The negative outlook reflects our concerns on the deterioration in the credit quality of the Bank’s loan portfolio that has yet to abate, although the pace of gross impaired loan (GIL) accretion has moderated.

The Bank’s GIL ratio had eased slightly to 13.9% as at end-June 2013 (end-December 2012: 14.3%), aided by a stronger gross loan growth of 6.5% for 1H FY Dec 2013 (1H FY Dec 2012: 3.2%).
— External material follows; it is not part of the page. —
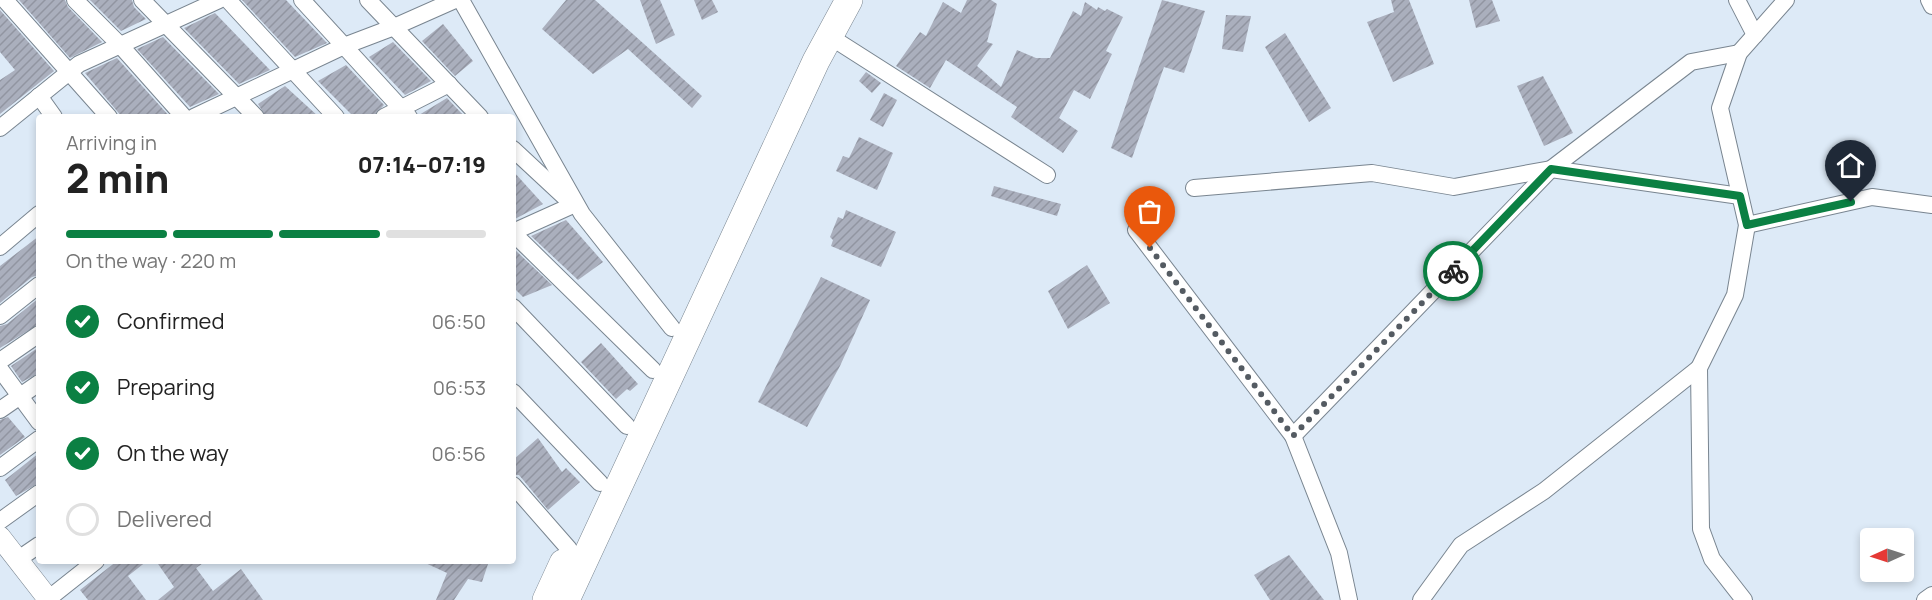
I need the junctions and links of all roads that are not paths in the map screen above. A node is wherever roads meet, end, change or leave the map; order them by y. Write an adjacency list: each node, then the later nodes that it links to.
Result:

Excluding the loan book of BNP Paribas SA Egypt that the Bank acquired in June 2013, its loan expansion would have clocked in at 5.0%.
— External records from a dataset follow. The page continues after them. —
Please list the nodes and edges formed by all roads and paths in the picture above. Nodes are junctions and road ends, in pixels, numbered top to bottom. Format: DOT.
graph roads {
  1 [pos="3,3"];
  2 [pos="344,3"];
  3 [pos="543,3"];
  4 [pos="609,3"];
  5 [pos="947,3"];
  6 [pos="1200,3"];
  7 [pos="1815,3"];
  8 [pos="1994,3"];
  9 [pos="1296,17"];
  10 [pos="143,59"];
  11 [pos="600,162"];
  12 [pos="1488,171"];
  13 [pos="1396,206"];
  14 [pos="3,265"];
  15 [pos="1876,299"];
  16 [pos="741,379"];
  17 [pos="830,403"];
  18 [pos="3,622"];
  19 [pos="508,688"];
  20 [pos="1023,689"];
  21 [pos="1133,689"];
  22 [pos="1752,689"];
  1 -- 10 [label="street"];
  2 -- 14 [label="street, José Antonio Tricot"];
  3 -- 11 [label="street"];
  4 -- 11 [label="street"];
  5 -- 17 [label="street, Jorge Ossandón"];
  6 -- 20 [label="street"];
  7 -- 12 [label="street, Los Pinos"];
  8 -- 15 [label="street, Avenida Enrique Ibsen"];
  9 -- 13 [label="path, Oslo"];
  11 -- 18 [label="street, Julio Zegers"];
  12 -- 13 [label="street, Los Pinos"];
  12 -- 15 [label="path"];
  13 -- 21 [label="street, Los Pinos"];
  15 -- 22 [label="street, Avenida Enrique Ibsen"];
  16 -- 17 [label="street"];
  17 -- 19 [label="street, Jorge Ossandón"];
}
While the key sectors of the Dubai economy have experienced gradual expansion, we are still closely monitoring the economic climate in the UAE vis-à-vis the Bank’s credit portfolio.

Meanwhile, Emirates NBD’s loans-to-deposits ratio improved to 100.6% as at end-June 2013 (end-December 2012: 102.0%; end-December 2011: 105.1%).

Primarily crimped by hefty credit impairments, Emirates NBD’s profitability is weaker than its UAE banking peers’.

Its credit-cost ratio of 1.5% (annualised) for 1H FY Dec 2013 is deemed high, and is expected to remain elevated as it builds up its loan-loss reserves.

All said, however, the Bank’s tier-1 and overall risk-weighted capital-adequacy ratios of a respective 14.5% and 18.5% as at end-June 2013 are deemed strong and provide a sufficient buffer against impairment losses under RAM’s stress-test assumptions.